** Task requirements **
Each line below containing the word "image" needs to be shown.

(Stored data entries)
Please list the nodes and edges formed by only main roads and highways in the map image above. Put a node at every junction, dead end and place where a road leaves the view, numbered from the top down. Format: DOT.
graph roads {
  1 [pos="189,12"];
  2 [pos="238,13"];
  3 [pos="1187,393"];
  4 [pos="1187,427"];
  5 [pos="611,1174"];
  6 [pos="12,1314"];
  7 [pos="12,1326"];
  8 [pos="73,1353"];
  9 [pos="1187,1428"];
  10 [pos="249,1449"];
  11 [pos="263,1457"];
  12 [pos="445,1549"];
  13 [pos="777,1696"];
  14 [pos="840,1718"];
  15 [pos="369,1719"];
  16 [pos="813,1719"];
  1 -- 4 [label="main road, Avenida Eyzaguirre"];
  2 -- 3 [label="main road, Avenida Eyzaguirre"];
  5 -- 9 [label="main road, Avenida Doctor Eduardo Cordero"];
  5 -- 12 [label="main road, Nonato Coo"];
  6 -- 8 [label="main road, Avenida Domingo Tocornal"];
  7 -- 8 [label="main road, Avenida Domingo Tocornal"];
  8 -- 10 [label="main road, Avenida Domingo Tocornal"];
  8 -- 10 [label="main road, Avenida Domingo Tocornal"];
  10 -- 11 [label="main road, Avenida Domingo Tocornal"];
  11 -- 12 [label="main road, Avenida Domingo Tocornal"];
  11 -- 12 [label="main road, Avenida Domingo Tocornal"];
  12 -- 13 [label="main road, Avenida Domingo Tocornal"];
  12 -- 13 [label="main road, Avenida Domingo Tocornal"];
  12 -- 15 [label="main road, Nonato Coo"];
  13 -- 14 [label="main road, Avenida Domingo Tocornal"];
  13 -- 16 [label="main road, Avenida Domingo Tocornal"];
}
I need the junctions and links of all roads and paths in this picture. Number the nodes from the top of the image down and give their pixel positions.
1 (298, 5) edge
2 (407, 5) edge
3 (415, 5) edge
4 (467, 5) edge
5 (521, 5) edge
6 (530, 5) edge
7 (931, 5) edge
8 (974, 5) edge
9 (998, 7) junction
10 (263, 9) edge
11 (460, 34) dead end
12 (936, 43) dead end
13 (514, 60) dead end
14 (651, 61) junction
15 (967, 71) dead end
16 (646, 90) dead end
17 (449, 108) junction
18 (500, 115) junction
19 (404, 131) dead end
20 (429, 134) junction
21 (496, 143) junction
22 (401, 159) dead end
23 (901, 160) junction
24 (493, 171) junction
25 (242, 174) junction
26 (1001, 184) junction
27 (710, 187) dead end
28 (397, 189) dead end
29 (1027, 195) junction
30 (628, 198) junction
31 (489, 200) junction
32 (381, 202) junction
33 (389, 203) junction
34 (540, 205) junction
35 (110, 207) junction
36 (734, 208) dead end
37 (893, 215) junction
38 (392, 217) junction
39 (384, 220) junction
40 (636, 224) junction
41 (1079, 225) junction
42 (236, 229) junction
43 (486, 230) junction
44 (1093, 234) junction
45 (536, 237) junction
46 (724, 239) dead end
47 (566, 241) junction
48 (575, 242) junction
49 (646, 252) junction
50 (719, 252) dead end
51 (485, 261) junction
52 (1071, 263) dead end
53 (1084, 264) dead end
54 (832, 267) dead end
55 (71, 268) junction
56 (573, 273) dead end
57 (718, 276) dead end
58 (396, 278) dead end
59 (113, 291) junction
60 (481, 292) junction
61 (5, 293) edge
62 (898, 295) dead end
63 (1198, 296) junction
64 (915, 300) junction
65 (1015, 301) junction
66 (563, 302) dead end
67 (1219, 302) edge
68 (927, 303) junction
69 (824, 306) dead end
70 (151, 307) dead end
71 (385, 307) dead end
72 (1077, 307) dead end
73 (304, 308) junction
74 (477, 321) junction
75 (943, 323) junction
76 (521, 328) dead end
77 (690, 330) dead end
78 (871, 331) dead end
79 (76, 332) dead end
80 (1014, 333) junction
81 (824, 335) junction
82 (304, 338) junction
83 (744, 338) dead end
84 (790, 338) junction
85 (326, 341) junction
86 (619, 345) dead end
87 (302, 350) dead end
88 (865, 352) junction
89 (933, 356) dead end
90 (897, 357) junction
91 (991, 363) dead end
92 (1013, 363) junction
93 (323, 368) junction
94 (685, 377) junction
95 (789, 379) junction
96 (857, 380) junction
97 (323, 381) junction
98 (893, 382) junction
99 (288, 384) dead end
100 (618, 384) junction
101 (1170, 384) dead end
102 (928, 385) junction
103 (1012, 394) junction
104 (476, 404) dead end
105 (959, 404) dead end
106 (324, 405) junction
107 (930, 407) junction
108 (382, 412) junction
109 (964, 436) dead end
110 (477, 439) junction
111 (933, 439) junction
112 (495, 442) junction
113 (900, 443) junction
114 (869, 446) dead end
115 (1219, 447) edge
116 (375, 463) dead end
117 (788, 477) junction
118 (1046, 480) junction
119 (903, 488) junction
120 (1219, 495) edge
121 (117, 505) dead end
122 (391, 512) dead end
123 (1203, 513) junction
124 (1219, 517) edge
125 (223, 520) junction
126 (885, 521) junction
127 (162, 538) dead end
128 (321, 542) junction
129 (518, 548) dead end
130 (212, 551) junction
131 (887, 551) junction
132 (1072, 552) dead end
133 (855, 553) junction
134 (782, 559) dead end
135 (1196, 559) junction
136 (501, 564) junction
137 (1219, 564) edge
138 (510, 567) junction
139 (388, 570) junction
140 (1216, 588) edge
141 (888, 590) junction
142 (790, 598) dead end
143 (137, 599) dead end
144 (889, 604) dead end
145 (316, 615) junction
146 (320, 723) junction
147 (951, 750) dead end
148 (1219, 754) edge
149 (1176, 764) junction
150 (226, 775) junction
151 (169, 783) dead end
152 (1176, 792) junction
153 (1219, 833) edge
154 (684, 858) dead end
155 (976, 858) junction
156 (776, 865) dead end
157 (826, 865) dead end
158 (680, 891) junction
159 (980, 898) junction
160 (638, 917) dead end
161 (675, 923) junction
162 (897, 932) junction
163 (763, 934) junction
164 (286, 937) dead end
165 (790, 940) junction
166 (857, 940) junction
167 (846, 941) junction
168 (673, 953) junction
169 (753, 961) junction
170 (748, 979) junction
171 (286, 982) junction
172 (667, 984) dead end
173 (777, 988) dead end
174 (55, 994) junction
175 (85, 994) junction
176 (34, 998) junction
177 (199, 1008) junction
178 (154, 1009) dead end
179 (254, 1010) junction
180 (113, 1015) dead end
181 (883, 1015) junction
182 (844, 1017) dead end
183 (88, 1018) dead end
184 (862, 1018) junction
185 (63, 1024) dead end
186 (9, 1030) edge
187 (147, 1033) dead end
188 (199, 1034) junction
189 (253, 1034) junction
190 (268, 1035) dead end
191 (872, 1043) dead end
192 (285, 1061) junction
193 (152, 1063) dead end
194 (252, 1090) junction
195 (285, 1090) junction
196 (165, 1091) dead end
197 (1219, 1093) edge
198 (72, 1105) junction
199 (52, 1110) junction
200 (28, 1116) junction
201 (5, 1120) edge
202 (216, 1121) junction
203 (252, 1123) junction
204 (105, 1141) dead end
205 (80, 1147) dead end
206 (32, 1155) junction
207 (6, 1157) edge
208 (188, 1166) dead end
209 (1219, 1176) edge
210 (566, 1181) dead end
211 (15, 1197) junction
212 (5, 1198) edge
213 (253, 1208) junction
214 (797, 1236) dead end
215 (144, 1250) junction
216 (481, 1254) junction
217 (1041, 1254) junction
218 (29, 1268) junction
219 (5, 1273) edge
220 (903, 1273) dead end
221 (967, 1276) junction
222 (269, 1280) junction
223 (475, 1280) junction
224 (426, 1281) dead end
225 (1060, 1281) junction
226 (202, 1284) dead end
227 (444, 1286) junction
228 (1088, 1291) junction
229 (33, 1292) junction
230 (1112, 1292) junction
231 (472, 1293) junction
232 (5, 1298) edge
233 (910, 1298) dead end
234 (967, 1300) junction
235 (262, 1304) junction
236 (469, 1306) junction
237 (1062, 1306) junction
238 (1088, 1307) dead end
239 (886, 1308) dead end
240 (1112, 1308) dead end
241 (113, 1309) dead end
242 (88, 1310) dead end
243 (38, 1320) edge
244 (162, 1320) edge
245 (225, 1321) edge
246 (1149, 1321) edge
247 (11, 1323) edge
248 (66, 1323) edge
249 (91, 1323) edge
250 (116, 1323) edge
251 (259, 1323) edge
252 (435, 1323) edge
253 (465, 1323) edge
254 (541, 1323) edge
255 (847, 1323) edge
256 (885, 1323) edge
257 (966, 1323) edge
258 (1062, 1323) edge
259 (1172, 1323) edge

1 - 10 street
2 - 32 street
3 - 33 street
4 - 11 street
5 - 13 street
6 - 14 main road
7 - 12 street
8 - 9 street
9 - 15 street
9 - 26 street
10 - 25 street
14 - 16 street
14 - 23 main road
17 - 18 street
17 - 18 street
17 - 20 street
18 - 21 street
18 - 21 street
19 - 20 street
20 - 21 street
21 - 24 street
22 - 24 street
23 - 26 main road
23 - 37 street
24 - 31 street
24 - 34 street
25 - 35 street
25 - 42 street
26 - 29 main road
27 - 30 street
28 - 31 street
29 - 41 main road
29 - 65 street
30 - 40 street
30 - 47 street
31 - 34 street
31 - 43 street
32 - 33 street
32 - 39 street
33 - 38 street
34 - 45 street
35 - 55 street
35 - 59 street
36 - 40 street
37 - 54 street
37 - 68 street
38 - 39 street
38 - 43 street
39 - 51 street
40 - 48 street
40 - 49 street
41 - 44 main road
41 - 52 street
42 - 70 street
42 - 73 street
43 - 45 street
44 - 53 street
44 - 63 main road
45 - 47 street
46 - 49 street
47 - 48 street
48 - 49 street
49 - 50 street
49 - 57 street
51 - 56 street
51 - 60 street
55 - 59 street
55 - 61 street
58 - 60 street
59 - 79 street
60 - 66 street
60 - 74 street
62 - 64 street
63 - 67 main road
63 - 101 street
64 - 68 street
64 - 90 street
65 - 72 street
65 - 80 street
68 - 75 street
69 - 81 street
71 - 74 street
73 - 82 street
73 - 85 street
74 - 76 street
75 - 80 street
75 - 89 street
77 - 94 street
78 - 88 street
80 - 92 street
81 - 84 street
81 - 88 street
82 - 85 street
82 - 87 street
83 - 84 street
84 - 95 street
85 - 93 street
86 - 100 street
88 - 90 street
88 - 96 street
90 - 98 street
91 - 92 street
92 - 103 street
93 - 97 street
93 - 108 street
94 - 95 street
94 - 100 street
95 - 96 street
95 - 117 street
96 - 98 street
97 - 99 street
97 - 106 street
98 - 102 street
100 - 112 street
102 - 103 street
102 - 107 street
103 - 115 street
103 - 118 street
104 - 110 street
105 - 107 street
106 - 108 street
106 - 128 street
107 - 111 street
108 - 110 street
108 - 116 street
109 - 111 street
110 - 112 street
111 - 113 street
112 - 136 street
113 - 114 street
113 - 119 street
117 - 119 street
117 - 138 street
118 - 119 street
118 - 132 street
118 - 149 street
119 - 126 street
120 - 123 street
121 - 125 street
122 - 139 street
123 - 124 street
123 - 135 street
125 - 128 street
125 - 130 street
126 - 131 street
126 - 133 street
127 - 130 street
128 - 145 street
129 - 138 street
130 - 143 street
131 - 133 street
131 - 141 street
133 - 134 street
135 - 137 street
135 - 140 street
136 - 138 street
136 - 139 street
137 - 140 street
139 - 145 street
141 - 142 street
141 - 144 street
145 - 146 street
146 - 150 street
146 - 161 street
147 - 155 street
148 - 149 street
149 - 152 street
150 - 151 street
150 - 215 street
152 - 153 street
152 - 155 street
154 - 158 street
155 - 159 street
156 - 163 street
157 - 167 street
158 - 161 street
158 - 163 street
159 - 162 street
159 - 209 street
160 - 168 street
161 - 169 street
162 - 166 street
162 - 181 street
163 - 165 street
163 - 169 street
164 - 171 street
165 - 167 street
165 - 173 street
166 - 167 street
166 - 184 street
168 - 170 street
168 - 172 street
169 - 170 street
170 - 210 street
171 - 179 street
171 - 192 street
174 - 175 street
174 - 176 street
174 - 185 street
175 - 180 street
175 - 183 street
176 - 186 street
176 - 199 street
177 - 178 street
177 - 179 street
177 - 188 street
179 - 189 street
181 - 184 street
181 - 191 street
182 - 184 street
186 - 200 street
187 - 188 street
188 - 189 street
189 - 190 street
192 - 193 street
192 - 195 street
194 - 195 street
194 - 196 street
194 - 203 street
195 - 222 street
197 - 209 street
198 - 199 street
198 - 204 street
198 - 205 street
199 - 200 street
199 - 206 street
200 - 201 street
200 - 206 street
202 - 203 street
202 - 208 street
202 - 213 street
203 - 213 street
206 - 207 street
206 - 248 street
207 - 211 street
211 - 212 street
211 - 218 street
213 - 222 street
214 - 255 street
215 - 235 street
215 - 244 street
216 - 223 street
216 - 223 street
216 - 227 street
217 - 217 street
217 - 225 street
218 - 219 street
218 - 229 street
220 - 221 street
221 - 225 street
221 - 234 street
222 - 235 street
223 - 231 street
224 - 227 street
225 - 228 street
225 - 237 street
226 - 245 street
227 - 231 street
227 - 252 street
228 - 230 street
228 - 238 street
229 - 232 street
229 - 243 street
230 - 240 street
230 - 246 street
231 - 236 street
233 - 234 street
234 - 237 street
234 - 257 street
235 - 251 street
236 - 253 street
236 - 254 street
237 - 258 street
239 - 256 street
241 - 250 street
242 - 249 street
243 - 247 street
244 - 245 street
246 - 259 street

** Answer to this problem **
Please list the nodes and edges formed by only main roads and highways in the map image above. Put a node at every junction, dead end and place where a road leaves the view, numbered from the top down. Format: DOT.
I need the junctions and links of all roads and paths in this picture. Number the nodes from the top of the image down and give their pixel positions.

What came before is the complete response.